Текст 17

 

Суржик – один из общемировых современных “лингвистических сюжетов”. В нормальной ситуации литература вполне может воспользоваться любым языковым явлением. Но сам по себе суржик ненормален. Нужно задуматься над тем, откуда он взялся, этот суржик... Представте себе огромный “деревенский мир”, существовавший в Российской империи: миллионы людей после 1861 года мигрируют в город и, появляясь там, на протяжении почти полутораста лет, носитель того или иного украинского диалекта постоянно сталкивался с унижениями.

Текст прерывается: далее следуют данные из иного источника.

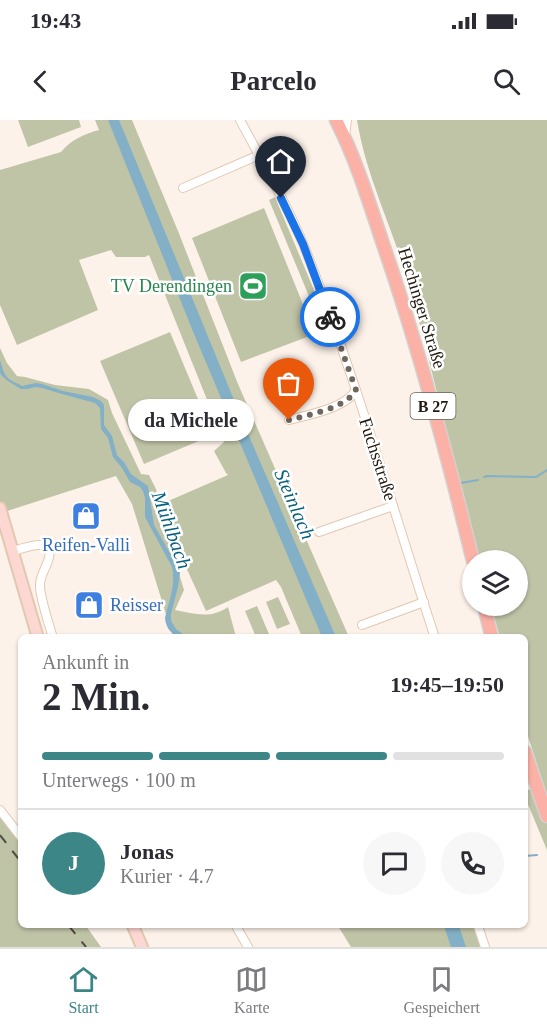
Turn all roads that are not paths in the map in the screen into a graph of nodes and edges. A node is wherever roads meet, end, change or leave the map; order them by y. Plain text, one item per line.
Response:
1 (240, 120) edge
2 (336, 120) edge
3 (347, 120) edge
4 (345, 138) junction
5 (259, 155) junction
6 (183, 188) dead end
7 (356, 390) junction
8 (289, 420) dead end
9 (393, 506) junction
10 (0, 507) edge
11 (319, 532) dead end
12 (13, 550) junction
13 (470, 550) edge
14 (424, 602) junction
15 (486, 616) edge
16 (362, 625) dead end
17 (37, 634) edge
18 (52, 634) edge
19 (434, 634) edge
20 (491, 634) edge
21 (528, 761) edge
22 (0, 810) edge
23 (547, 816) edge
24 (18, 833) edge
25 (133, 928) edge
26 (237, 928) edge
27 (479, 928) edge
28 (142, 947) edge
29 (248, 947) edge
30 (485, 947) edge

1 - 5 street, Fuchsstraße
2 - 4 main road, Hechinger Straße / B 27
3 - 4 street, Hechinger Straße
4 - 13 main road, Hechinger Straße / B 27
5 - 6 street
5 - 7 street, Fuchsstraße
7 - 8 street
7 - 9 street, Fuchsstraße
9 - 11 street
9 - 14 street, Fuchsstraße
10 - 12 street
12 - 17 street
12 - 18 street
14 - 16 street
14 - 19 street, Fuchsstraße
15 - 20 main road
21 - 23 main road
22 - 24 street
25 - 28 street
26 - 29 street
27 - 30 street

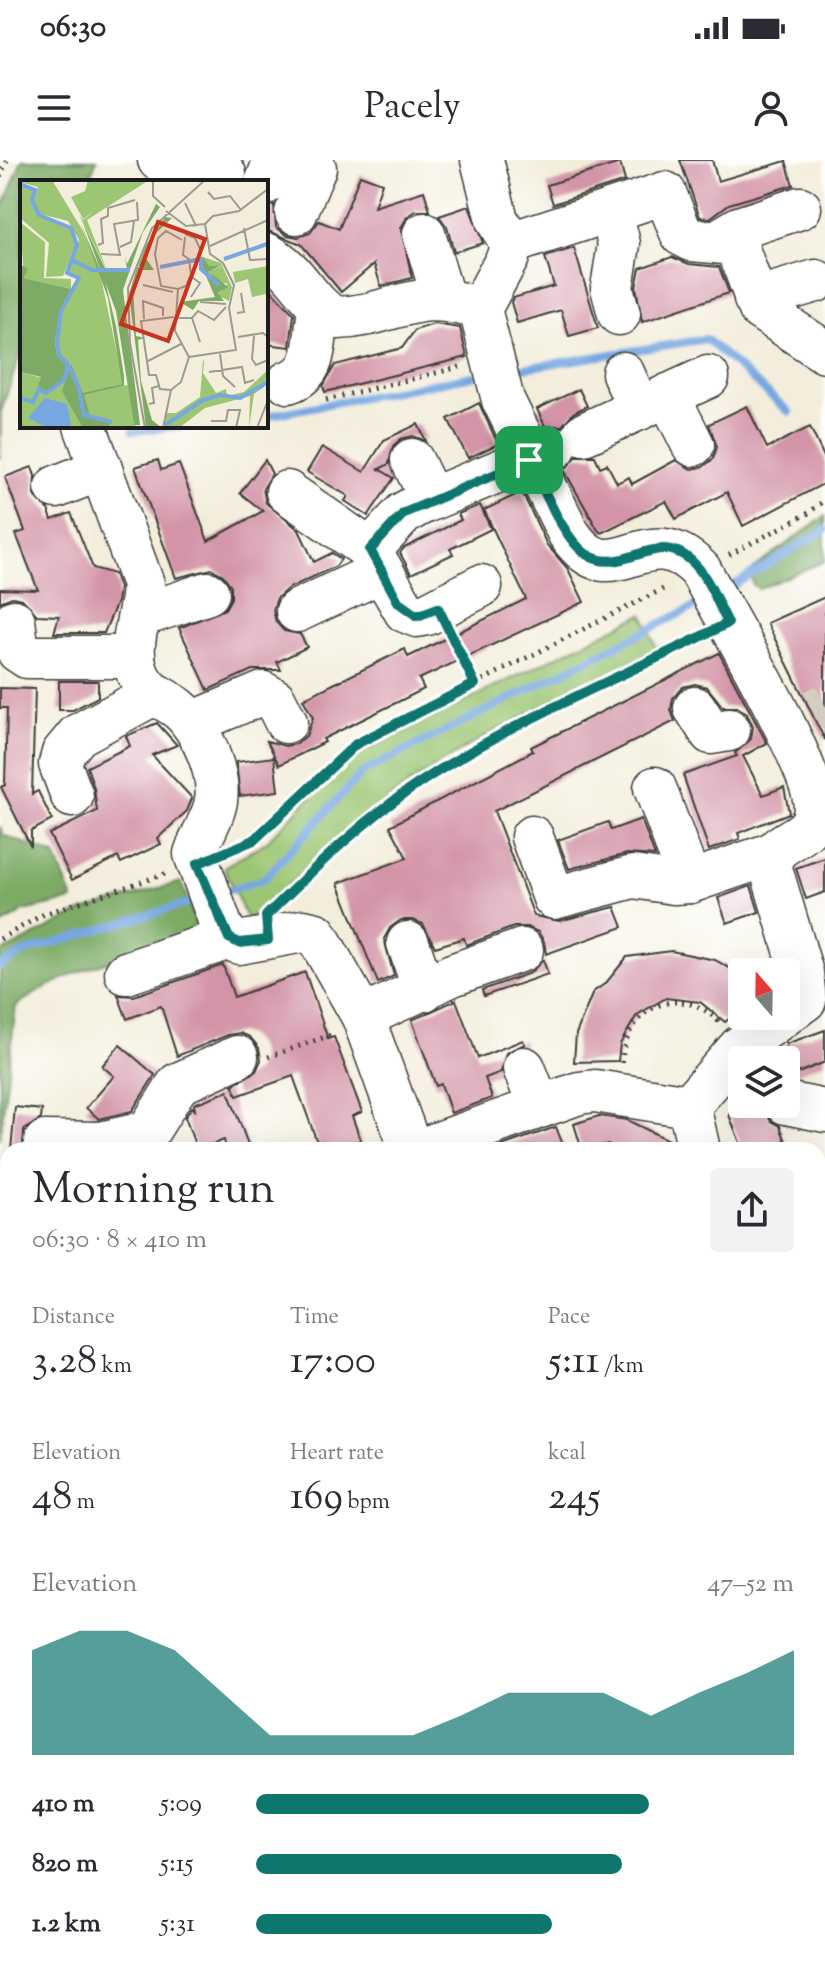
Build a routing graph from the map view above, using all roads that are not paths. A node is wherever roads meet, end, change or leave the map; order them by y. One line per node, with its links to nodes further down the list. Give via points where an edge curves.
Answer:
1 (159, 160): 4 (street, via 179,171)
2 (482, 160): 12 (street, via 497,220)
3 (295, 164): 5 (street); 11 (street)
4 (226, 172)
5 (268, 182)
6 (665, 193): 8 (street); 10 (street, via 682,235)
7 (800, 208): 10 (street)
8 (611, 211): 12 (street); 17 (street, via 619,244 612,288)
9 (424, 234): 15 (street)
10 (719, 240): 14 (street, via 729,240 740,250)
11 (282, 241): 16 (street, via 291,269)
12 (511, 243): 15 (street, via 508,257)
13 (816, 281): 14 (street)
14 (755, 299): 18 (street, via 766,315)
15 (462, 303): 16 (street, via 414,301 369,330); 24 (street, via 492,359 503,400)
16 (320, 307): 20 (street, via 311,366 301,378)
17 (619, 314)
18 (825, 352)
19 (708, 377): 21 (street)
20 (303, 392)
21 (644, 392): 23 (street); 24 (street)
22 (86, 428): 26 (street)
23 (693, 445)
24 (556, 447): 29 (street); 42 (street, via 569,534 588,555 620,560 668,548 700,570 728,623 758,715 812,786)
25 (412, 460): 29 (street)
26 (101, 469): 27 (street); 34 (street, via 143,584)
27 (56, 487)
28 (287, 492): 30 (street, via 328,518)
29 (431, 499): 30 (street, via 404,513)
30 (376, 561): 31 (street, via 405,611 417,616); 33 (street)
31 (481, 586)
32 (208, 593): 34 (street)
33 (297, 611)
34 (140, 616): 36 (street)
35 (14, 621): 36 (street, via 18,651 27,657)
36 (134, 657): 37 (street)
37 (152, 695): 39 (street, via 174,705); 41 (street, via 69,743 60,764)
38 (286, 722): 39 (street, via 275,700 263,693)
39 (192, 723): 46 (street, via 215,780 216,796 195,854)
40 (655, 788): 45 (street)
41 (72, 796)
42 (819, 821): 44 (street)
43 (532, 837): 45 (street, via 554,898 633,877)
44 (771, 854): 45 (street); 49 (street, via 770,872)
45 (690, 882)
46 (222, 905): 50 (street); 52 (street, via 316,934)
47 (408, 943): 51 (street)
48 (522, 950): 51 (street)
49 (813, 969): 56 (street, via 805,1000 740,1047)
50 (126, 973)
51 (424, 990): 52 (street)
52 (363, 1017): 59 (street)
53 (237, 1057): 57 (street, via 178,1084)
54 (524, 1068): 55 (street)
55 (539, 1106): 56 (street, via 595,1091); 60 (street)
56 (689, 1106): 61 (street)
57 (158, 1140): 58 (street)
58 (120, 1142)
59 (408, 1142)
60 (441, 1142)
61 (697, 1142)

Начиная с 60-х прошлого века, этот язык “останавливали” где угодно, включая бильярдную и кофейную, поскольку в средине 80-х, после так называемого Валуевского циркуляра, было не просто пресечено сугубо литературное употребление “малороссийского наречия”, но запрещалось даже говорить по-украински в кофейнях и бильярдных городов южной части империи, попросту говоря - в Украине. Это приводило к тому, что рано или поздно человек отказывался от родного языка и пытался “войти в другой язык”, хотя это у него не очень получалось, поскольку, помимо желания овладеть русским, существовала ещё и сверхмощная инерция его прежнего языкового поведения. Возникает так называемый суржик, столь гениально воспроизведённый сначала Иваном Нечуй-Левицким, а затем Михаилом Старицким. Но что смешно в водевиле, то может быть совершенно не смешно в реальной жизни. И украинские писатели это чувствовали. Они видели иную, трагическую сторону этого явления и насыщали суржик трагическим содержанием. Но современный украинский автор, современный функционер масс-медиа может нагружать суржик противоположным содержанием - это его право. И всё же он не должен забывать об изначальном, трагическом характере этого языкового феномена. (В.Л.Скуратівський з газети “Столичные новости” № 38 1998 р.)